PS: Du coup, tu peux garder le fauteuil massant.

avril 23rd, 2013

Cette conversation n’aura jamais lieu / Il Majuscule, elle minuscule (suite et fin)

 

- Je t’aimais

- J’te voulais

- Je t’aimais comme personne.

- Je te voulais comme un caprice.

- Je voulais crier mon amour pour toi au Monde entier.

- Je voulais que le Monde entier sache que c’est moi qui te baise.

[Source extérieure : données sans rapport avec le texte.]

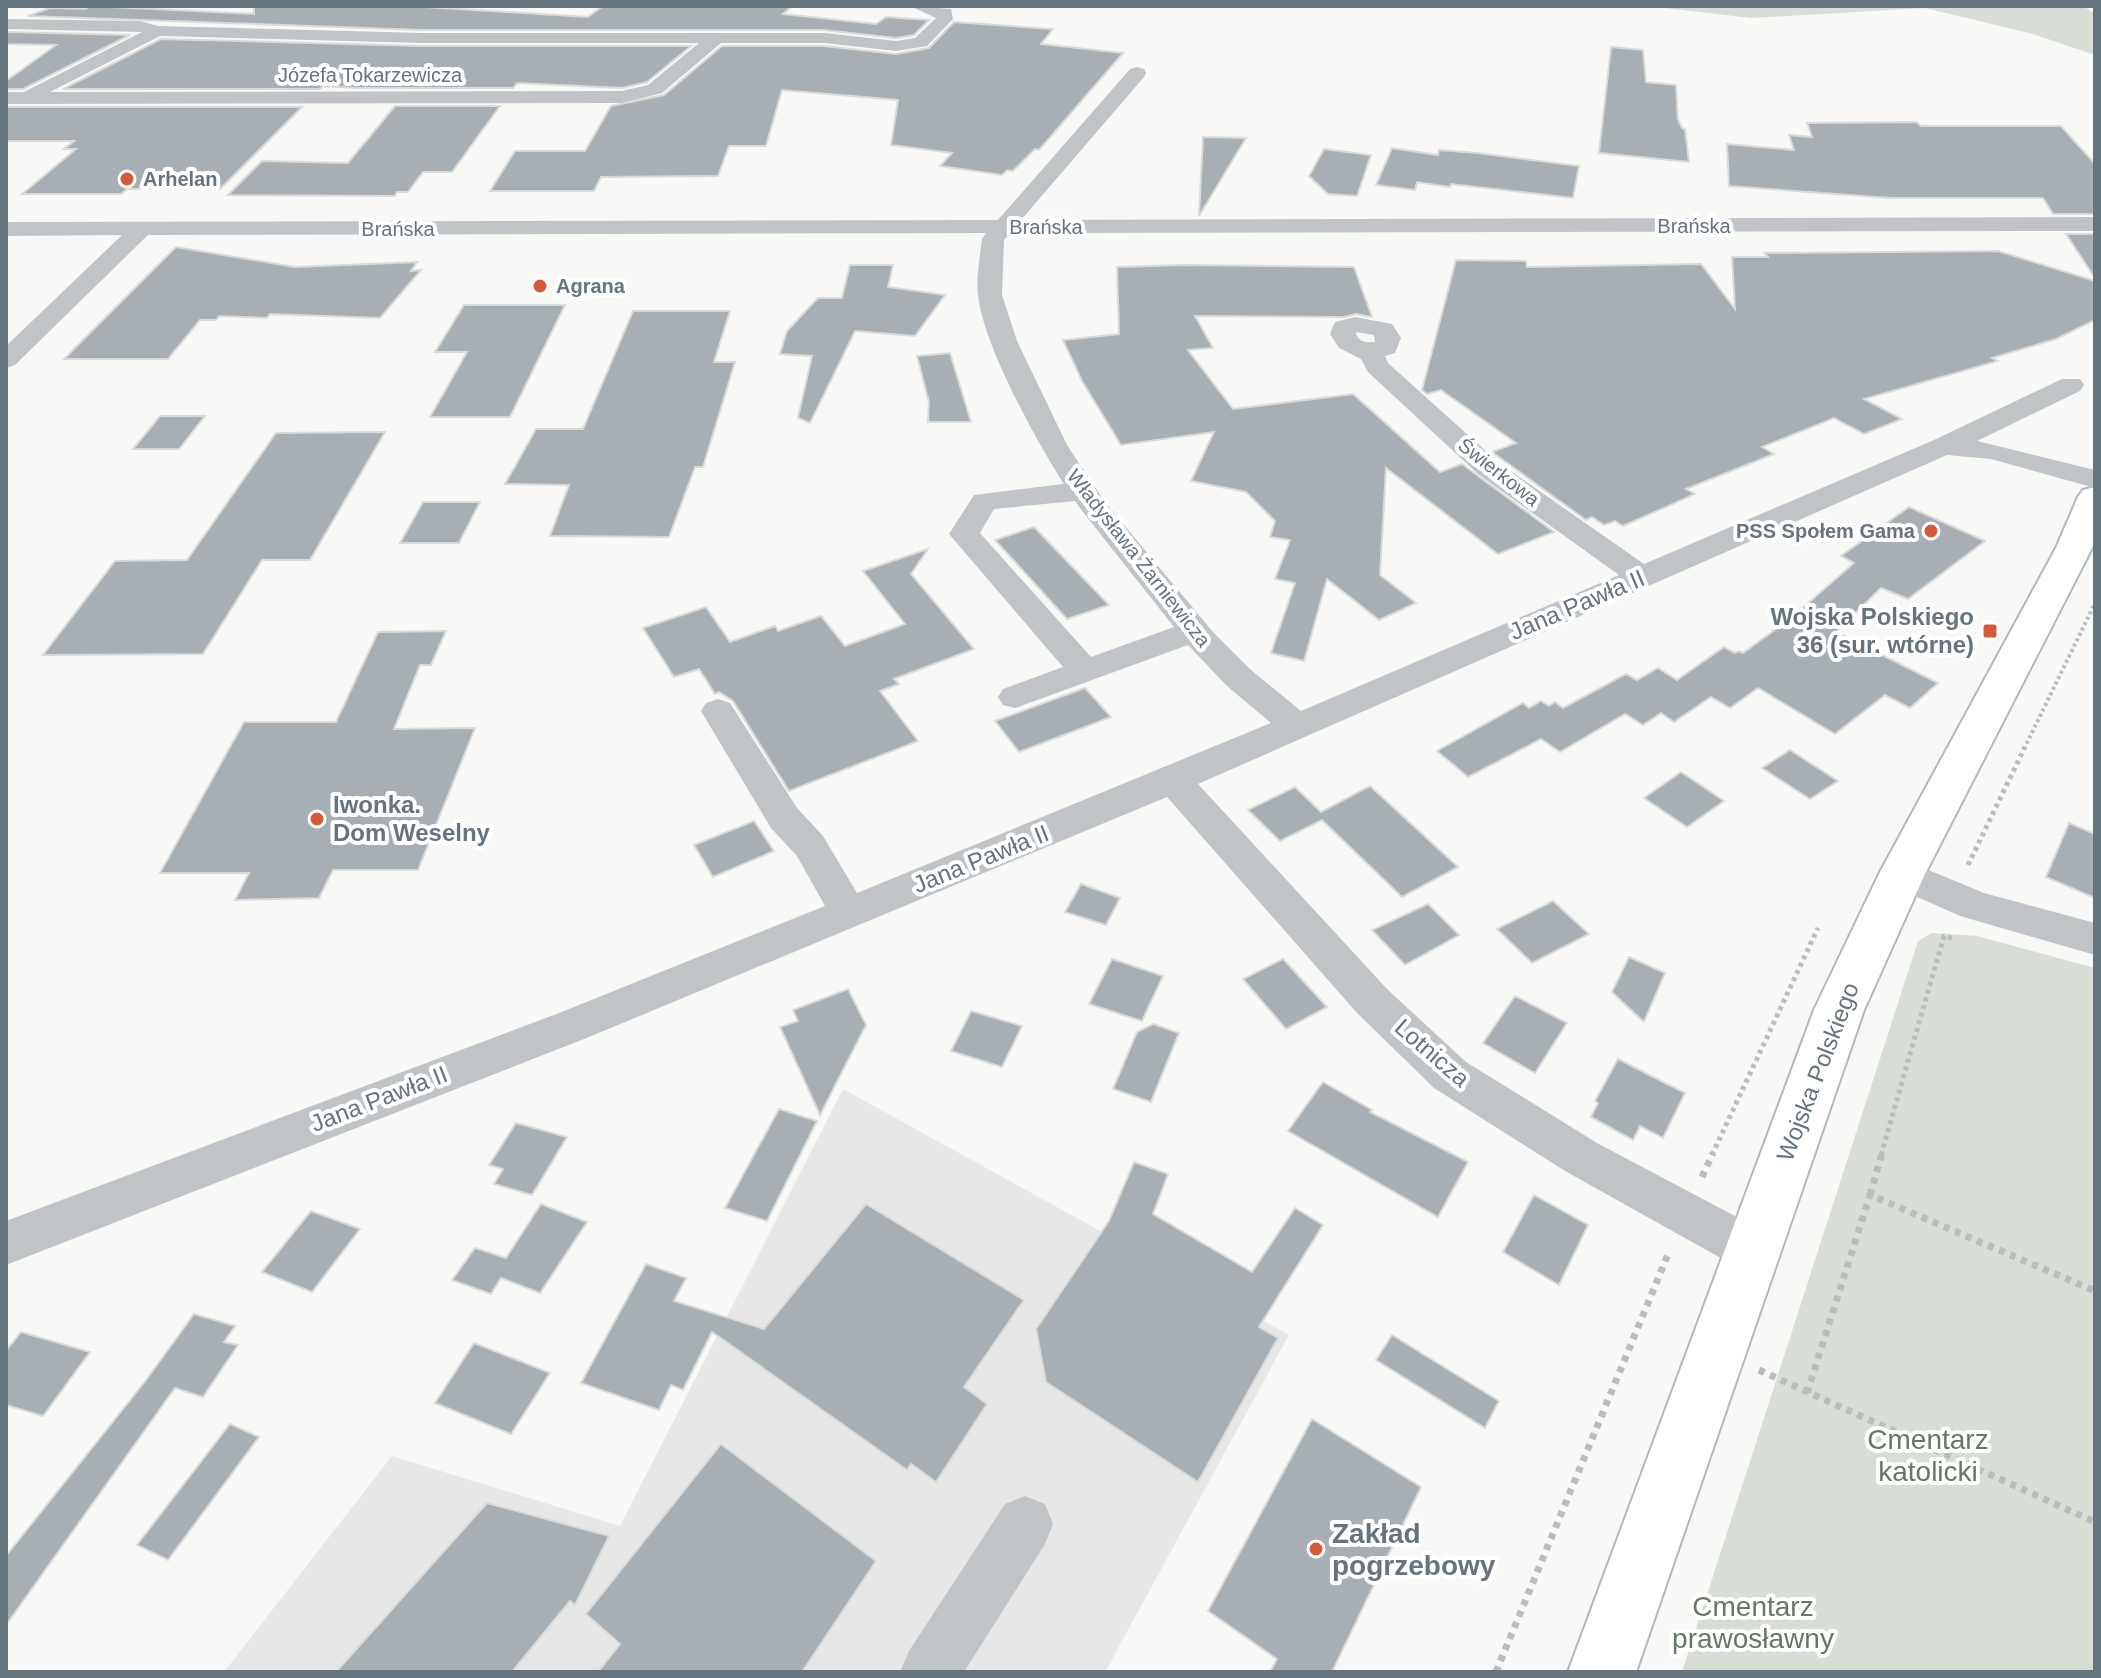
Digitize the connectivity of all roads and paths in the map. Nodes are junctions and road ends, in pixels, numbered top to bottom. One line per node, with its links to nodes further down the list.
1 (29, 6): 3 (street)
2 (918, 6): 7 (street)
3 (6, 17)
4 (6, 24): 5 (street)
5 (157, 31): 6 (street); 10 (street)
6 (715, 39): 7 (street); 10 (street, Józefa Tokarzewicza)
7 (857, 42): 8 (street)
8 (839, 59)
9 (1137, 73): 13 (street)
10 (15, 98): 11 (street)
11 (6, 111)
12 (2092, 225): 13 (street, Brańska)
13 (1002, 227): 15 (street, Brańska); 21 (street, Władysława Żarniewicza)
14 (6, 229): 15 (street, Brańska)
15 (142, 229): 17 (street)
16 (1371, 352): 23 (street, Świerkowa)
17 (6, 360)
18 (2071, 385): 19 (street, Jana Pawła II)
19 (1944, 446): 20 (street, Jana Pawła II); 23 (street, Jana Pawła II)
20 (2095, 479)
21 (1083, 491): 25 (street, Władysława Żarniewicza); 26 (street)
22 (2095, 497): 32 (main road, Wojska Polskiego)
23 (1642, 577): 29 (street, Jana Pawła II)
24 (2095, 603): 31 (path)
25 (1195, 631): 26 (street); 29 (street, Władysława Żarniewicza)
26 (1084, 670): 27 (street)
27 (1015, 697)
28 (718, 711): 33 (street)
29 (1297, 726): 30 (street, Jana Pawła II)
30 (1173, 780): 33 (street, Jana Pawła II); 38 (street, Lotnicza)
31 (1975, 848)
32 (1902, 874): 35 (street); 40 (main road, Wojska Polskiego)
33 (849, 913): 39 (street, Jana Pawła II)
34 (1818, 928): 38 (path)
35 (2095, 939)
36 (1959, 940): 37 (path)
37 (1870, 1195): 41 (path); 43 (path)
38 (1685, 1214): 40 (street, Lotnicza); 47 (path)
39 (6, 1243)
40 (1752, 1250): 42 (main road, Wojska Polskiego)
41 (2095, 1291)
42 (1716, 1347): 43 (path); 48 (main road, Wojska Polskiego)
43 (1807, 1393): 44 (path)
44 (2095, 1522)
45 (1025, 1524): 46 (street)
46 (930, 1672)
47 (1496, 1672)
48 (1602, 1672)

- Je voulais porter ton nom

- Je voulais que tu portes mes fardeaux.

- Je voulais qu’on ait des enfants, un jour.

- Je voulais qu’on ait un chat, tout de suite.

- Je voulais qu’on fasse le tour du monde et qu’on découvre mille et une choses ensemble.

- Je voulais squatter ton canapé et découvrir 2-3 trucs avec mes potes.

- Je t’aimais plus quand tu ne me mentais pas.

- Je te préférais quand tu me croyais encore.

- Je voulais te rendre heureux.

- Je voulais que tu me rendes heureux.

- Je voulais qu’on soit heureux ensemble.

- Je voulais qu’tu me rendes heureux.

- Je voulais faire ma vie avec toi.

- Je voulais que tu paies le loyer toute seule.

- Je voulais t’ouvrir mon coeur et qu’on ait aucun secret.

- Je voulais que tu me dises qui tu vois et que tu ne me poses pas de questions.

- Je voulais être la seule pour toi.

- Elles le veulent toutes.

- Je veux que tu t’en ailles.

- J’ai jamais vraiment voulu rester.

- Tout est fini.

- … Pourquoi? Y a un problème?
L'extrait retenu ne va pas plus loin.